According to your observations, the binary outcome is whether subjects get into the program ($C$) or not ($C'$), and the exposure could be femininity ($E$) versus masculinity ($E'$).

The problem is that your data is ambiguous. You say:

Suppose we know that the probability of a female getting into a program are $p=0.7$

If this means $P(C|E)=0.7$ then clearly $P(C'|E)=1-P(C|E)=0.3$. But we have no information about $P(C|E')$ or $P(C'|E')=1-P(C|E')$. In other words, what's the "probability of a male getting into the program"? (It's not 0.3).

Likewise, if you interpret that as $P(E|C)=0.7$ then $P(E'|C)=1-P(E|C)=0.3$. But now you're missing $P(E|C')$ and $P(E'|C')=1-P(E|C')$.

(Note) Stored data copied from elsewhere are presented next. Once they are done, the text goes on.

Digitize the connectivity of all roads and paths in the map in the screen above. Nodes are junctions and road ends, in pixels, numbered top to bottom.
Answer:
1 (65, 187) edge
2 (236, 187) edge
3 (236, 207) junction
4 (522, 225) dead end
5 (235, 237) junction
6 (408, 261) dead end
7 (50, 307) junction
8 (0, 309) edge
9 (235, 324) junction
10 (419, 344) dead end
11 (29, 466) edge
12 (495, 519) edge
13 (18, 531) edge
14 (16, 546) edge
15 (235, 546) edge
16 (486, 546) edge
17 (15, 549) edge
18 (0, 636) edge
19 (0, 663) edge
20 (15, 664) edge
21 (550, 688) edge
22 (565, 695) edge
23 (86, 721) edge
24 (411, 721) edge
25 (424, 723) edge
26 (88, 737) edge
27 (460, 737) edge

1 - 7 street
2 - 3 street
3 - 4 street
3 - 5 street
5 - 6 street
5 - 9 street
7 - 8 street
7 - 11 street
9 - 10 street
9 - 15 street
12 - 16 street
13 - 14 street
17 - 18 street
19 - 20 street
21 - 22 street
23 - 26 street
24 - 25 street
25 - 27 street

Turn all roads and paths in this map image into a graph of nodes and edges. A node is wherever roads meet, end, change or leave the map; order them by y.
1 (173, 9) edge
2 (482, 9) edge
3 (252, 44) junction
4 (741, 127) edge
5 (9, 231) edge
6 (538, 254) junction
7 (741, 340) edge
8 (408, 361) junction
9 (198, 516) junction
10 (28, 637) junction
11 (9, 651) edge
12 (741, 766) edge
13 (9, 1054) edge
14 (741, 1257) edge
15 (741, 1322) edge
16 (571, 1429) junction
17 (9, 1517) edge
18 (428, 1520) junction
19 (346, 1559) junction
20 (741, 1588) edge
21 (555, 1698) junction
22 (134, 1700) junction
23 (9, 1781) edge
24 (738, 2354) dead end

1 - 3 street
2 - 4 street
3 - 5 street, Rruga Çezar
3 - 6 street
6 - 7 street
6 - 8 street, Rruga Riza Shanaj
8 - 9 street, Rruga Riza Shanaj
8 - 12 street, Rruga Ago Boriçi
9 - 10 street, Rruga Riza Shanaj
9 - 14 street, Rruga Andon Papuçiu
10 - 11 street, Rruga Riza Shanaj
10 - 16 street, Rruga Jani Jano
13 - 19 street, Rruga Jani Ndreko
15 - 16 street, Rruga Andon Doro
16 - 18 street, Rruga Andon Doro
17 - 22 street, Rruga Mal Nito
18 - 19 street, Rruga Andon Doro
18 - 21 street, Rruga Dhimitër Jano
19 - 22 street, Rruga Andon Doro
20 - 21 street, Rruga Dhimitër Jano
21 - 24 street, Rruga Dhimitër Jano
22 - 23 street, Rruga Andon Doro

So you need to ask yourself whether that $0.7$ number is the probability of getting into the program for females, or the probability of being a female for those who got into the program.

As for what the odds ratio is used for,

  • like you imply, it measure relative odds in a single number that may be less than, equal to, or greater than 1 and so summarises the data well
  • in can be calculated simply; for example, there's a simple formula for a $2\times2$ table of exposure counts versus outcome counts
  • it is used in calculations when analysing matched pairs in observational studies
  • it may be interpreted as the relative risk when certain outcomes (such as the incidence of lung cancer) are rare, and it approximates $\frac{P(C|E)}{P(C|E')}$ and there's probably some uses I haven't encountered yet.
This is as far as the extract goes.